* Action item *
Repeat the entries that appear below, exactly and in full.

(Collected data entries)

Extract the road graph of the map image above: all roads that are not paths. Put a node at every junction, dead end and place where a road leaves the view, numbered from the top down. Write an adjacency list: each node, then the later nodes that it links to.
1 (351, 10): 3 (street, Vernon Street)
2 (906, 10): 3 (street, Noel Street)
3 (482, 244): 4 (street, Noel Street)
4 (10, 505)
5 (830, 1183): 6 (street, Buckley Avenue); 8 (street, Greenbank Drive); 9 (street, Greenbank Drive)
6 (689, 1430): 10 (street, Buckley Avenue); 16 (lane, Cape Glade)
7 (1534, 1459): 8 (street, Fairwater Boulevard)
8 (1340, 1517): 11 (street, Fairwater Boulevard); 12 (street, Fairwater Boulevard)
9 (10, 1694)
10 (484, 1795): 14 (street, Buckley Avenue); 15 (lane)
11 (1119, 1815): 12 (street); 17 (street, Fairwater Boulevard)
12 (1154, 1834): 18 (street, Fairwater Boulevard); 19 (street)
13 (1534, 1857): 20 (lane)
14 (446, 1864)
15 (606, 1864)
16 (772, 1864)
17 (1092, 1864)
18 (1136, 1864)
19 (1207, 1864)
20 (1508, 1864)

* Solved problem *
Extract the road graph of the map image above: all roads that are not paths. Put a node at every junction, dead end and place where a road leaves the view, numbered from the top down. Write an adjacency list: each node, then the later nodes that it links to.
1 (351, 10): 3 (street, Vernon Street)
2 (906, 10): 3 (street, Noel Street)
3 (482, 244): 4 (street, Noel Street)
4 (10, 505)
5 (830, 1183): 6 (street, Buckley Avenue); 8 (street, Greenbank Drive); 9 (street, Greenbank Drive)
6 (689, 1430): 10 (street, Buckley Avenue); 16 (lane, Cape Glade)
7 (1534, 1459): 8 (street, Fairwater Boulevard)
8 (1340, 1517): 11 (street, Fairwater Boulevard); 12 (street, Fairwater Boulevard)
9 (10, 1694)
10 (484, 1795): 14 (street, Buckley Avenue); 15 (lane)
11 (1119, 1815): 12 (street); 17 (street, Fairwater Boulevard)
12 (1154, 1834): 18 (street, Fairwater Boulevard); 19 (street)
13 (1534, 1857): 20 (lane)
14 (446, 1864)
15 (606, 1864)
16 (772, 1864)
17 (1092, 1864)
18 (1136, 1864)
19 (1207, 1864)
20 (1508, 1864)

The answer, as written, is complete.